What lines in the entries hold the string "name"? List them.

------------------------

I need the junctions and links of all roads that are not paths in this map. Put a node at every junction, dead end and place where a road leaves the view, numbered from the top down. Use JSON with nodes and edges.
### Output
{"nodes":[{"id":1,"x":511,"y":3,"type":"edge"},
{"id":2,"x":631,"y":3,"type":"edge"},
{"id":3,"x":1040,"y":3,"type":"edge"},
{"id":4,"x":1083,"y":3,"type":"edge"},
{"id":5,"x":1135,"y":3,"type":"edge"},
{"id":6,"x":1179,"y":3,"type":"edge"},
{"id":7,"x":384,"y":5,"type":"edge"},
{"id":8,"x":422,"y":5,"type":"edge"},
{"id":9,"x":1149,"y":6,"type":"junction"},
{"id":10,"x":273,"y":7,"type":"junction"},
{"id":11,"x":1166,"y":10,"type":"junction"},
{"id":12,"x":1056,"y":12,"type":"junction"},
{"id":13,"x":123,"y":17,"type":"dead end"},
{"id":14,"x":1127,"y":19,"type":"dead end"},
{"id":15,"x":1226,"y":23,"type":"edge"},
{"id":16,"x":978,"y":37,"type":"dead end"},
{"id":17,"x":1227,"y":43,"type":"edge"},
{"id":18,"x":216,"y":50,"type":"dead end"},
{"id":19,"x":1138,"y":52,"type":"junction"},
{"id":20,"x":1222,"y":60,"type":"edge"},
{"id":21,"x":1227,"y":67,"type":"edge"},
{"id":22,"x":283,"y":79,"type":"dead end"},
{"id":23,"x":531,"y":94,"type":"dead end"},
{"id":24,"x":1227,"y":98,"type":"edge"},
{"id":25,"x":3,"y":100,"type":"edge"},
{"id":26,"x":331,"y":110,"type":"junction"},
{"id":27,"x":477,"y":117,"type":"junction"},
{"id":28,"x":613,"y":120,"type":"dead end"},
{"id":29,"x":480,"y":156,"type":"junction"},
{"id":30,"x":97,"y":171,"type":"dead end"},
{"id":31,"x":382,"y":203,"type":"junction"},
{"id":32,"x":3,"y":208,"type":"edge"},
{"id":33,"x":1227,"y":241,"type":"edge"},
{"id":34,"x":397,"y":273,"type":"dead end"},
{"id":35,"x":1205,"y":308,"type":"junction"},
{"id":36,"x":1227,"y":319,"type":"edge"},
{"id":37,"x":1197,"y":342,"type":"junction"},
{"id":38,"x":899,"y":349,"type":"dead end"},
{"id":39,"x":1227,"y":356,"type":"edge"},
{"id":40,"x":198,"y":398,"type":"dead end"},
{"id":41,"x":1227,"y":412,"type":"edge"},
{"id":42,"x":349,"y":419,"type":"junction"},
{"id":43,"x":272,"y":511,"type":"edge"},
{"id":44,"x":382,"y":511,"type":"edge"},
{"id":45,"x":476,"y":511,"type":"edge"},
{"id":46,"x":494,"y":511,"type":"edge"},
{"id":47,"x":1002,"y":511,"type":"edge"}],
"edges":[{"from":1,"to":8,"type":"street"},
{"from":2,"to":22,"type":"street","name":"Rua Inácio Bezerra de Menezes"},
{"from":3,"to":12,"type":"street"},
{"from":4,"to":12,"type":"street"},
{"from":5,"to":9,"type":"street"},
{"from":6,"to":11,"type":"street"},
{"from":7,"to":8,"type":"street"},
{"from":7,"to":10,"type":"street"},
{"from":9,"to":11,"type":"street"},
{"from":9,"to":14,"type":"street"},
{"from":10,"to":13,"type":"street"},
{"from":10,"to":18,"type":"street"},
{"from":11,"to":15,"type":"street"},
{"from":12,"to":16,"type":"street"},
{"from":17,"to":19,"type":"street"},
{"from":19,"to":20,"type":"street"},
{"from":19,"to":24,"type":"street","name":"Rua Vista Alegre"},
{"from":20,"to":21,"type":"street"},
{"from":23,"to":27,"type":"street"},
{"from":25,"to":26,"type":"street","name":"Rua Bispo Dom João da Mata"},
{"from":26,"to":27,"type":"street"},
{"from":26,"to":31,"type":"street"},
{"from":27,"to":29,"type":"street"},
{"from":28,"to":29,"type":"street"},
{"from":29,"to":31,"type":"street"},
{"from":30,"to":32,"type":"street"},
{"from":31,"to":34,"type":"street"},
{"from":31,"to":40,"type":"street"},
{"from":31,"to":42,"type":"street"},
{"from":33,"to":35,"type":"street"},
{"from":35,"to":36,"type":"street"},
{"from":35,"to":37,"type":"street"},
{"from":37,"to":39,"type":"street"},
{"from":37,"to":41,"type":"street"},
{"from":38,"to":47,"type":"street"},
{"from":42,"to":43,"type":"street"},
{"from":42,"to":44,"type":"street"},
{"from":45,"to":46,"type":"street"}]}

------------------------

* **Exercise output**:
{"from":2,"to":22,"type":"street","name":"Rua Inácio Bezerra de Menezes"},
{"from":19,"to":24,"type":"street","name":"Rua Vista Alegre"},
{"from":25,"to":26,"type":"street","name":"Rua Bispo Dom João da Mata"},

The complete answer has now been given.